(Saved entries)
^^^^^^^^^^^^^^^^

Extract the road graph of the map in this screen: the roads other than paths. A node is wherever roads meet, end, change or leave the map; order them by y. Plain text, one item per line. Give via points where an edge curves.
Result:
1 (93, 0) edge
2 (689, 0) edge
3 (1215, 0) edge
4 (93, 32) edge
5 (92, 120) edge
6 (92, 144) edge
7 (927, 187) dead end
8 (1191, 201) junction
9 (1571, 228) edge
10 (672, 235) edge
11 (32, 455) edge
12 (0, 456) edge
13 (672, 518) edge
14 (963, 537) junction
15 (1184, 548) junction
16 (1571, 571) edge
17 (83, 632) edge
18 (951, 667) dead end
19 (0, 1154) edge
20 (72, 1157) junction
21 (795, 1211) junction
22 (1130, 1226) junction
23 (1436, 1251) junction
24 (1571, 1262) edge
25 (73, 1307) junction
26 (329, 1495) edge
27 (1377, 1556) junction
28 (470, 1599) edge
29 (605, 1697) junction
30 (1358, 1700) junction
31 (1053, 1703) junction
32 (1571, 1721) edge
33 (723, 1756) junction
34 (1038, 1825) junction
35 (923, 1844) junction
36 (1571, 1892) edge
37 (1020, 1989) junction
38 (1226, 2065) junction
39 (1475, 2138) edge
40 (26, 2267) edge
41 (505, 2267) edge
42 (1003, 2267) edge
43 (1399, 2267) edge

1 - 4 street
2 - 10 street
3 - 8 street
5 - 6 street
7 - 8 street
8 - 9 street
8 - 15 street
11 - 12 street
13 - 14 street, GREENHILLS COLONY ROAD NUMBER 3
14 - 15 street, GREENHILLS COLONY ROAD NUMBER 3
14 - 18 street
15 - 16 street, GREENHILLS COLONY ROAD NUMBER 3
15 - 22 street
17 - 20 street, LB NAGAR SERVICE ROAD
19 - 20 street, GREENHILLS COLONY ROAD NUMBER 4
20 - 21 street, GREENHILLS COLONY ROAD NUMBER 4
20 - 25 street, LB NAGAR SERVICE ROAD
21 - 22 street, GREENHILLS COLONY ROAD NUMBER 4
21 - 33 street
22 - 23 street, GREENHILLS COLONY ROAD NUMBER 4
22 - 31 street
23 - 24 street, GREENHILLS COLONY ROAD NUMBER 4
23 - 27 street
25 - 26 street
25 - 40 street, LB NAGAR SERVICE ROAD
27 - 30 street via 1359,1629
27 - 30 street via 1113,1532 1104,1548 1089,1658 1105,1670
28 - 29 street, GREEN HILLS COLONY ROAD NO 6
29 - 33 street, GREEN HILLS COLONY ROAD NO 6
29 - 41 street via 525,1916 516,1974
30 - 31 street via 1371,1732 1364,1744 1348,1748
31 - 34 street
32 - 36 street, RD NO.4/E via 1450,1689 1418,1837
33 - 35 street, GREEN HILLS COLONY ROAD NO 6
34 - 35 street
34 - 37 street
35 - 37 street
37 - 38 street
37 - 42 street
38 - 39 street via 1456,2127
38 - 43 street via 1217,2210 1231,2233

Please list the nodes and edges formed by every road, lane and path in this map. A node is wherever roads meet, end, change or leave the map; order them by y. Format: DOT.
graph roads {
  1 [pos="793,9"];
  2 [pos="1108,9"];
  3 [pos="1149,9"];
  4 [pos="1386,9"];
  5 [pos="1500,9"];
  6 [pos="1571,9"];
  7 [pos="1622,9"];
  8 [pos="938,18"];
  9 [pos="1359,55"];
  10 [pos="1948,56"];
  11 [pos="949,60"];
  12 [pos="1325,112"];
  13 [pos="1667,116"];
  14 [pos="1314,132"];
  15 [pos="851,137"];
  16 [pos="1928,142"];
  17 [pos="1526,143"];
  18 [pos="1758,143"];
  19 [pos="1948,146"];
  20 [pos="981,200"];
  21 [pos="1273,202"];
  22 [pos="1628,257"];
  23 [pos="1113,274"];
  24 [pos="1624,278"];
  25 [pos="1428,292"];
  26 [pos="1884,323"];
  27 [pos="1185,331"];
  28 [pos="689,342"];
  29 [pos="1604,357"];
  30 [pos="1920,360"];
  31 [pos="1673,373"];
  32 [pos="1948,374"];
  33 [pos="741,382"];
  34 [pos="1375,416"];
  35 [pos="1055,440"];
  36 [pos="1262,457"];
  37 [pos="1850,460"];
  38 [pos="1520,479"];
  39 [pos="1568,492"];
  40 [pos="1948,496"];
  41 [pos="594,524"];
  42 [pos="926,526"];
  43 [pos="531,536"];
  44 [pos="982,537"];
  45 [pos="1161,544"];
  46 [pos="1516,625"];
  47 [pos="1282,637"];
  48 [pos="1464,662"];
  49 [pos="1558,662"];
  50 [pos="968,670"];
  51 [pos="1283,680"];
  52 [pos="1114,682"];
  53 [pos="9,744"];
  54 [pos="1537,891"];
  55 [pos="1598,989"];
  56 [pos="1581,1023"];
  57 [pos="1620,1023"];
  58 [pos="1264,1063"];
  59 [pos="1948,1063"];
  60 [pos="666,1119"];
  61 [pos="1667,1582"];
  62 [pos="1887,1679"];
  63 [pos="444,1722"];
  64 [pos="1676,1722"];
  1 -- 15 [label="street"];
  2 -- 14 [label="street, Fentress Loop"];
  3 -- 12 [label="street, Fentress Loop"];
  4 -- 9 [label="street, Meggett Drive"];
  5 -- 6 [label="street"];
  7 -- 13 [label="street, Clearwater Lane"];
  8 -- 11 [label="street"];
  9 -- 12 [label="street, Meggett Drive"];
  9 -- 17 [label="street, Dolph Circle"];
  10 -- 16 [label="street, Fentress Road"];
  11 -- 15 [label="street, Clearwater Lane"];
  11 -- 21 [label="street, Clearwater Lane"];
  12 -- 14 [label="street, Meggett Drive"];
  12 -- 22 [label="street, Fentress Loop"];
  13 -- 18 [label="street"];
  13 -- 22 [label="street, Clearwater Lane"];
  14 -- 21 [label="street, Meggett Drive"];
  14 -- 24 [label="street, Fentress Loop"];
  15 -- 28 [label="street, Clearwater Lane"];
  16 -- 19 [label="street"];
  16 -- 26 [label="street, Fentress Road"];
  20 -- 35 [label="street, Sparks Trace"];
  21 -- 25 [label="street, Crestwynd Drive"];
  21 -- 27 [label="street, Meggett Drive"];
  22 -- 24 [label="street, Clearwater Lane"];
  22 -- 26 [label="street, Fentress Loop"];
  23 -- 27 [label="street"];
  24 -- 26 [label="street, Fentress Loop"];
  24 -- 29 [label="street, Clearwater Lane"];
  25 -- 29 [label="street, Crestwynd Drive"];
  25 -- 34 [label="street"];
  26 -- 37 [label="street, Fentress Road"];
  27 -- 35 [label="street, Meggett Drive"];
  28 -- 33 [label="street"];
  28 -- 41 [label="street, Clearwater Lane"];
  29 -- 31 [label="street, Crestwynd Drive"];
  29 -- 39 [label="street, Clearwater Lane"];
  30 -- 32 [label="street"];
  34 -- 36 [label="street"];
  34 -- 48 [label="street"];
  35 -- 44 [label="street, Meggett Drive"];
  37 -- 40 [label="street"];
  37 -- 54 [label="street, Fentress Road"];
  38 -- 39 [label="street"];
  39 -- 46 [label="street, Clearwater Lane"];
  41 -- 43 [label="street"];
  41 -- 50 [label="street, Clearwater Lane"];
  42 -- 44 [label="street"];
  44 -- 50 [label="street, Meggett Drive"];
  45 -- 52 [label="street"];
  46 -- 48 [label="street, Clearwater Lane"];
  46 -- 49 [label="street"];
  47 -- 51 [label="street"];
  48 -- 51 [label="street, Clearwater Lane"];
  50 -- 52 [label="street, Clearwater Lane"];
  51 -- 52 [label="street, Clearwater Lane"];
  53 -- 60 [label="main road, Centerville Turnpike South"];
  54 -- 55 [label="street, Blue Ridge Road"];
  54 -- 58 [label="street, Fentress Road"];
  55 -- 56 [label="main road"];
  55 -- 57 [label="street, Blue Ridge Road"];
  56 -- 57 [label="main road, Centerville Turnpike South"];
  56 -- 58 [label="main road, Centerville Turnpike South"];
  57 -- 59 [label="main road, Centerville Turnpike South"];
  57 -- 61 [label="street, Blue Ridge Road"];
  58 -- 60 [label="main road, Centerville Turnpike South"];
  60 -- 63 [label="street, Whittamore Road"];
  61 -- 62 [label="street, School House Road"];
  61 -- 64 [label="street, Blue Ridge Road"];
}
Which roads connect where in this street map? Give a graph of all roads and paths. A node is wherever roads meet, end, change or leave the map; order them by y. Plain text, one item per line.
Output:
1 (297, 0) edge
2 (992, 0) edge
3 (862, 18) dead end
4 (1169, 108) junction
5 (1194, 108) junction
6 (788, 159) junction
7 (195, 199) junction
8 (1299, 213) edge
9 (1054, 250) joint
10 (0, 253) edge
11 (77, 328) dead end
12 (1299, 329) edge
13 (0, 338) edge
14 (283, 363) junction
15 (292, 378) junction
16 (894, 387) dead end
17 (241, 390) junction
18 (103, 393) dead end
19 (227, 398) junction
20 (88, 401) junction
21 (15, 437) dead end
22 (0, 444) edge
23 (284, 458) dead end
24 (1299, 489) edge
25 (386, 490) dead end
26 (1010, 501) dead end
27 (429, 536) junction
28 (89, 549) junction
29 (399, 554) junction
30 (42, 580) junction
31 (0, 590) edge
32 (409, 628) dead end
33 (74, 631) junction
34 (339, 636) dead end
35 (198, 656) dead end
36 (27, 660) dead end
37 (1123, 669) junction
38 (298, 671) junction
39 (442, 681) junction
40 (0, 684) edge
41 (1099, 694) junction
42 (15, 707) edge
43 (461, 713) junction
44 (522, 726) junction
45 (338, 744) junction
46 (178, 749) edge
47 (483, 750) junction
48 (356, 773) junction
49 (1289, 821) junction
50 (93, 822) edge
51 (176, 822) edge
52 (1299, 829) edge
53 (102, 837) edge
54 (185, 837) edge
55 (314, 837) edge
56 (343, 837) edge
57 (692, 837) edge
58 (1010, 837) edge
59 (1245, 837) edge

^^^^^^^^^^^^^^^^

→ **TRY IT**
When a line above contains the string "item", copy that line.

→ **ANSWER FOR THIS EXERCISE**
Extract the road graph of the map in this screen: the roads other than paths. A node is wherever roads meet, end, change or leave the map; order them by y. Plain text, one item per line. Give via points where an edge curves.
Which roads connect where in this street map? Give a graph of all roads and paths. A node is wherever roads meet, end, change or leave the map; order them by y. Plain text, one item per line.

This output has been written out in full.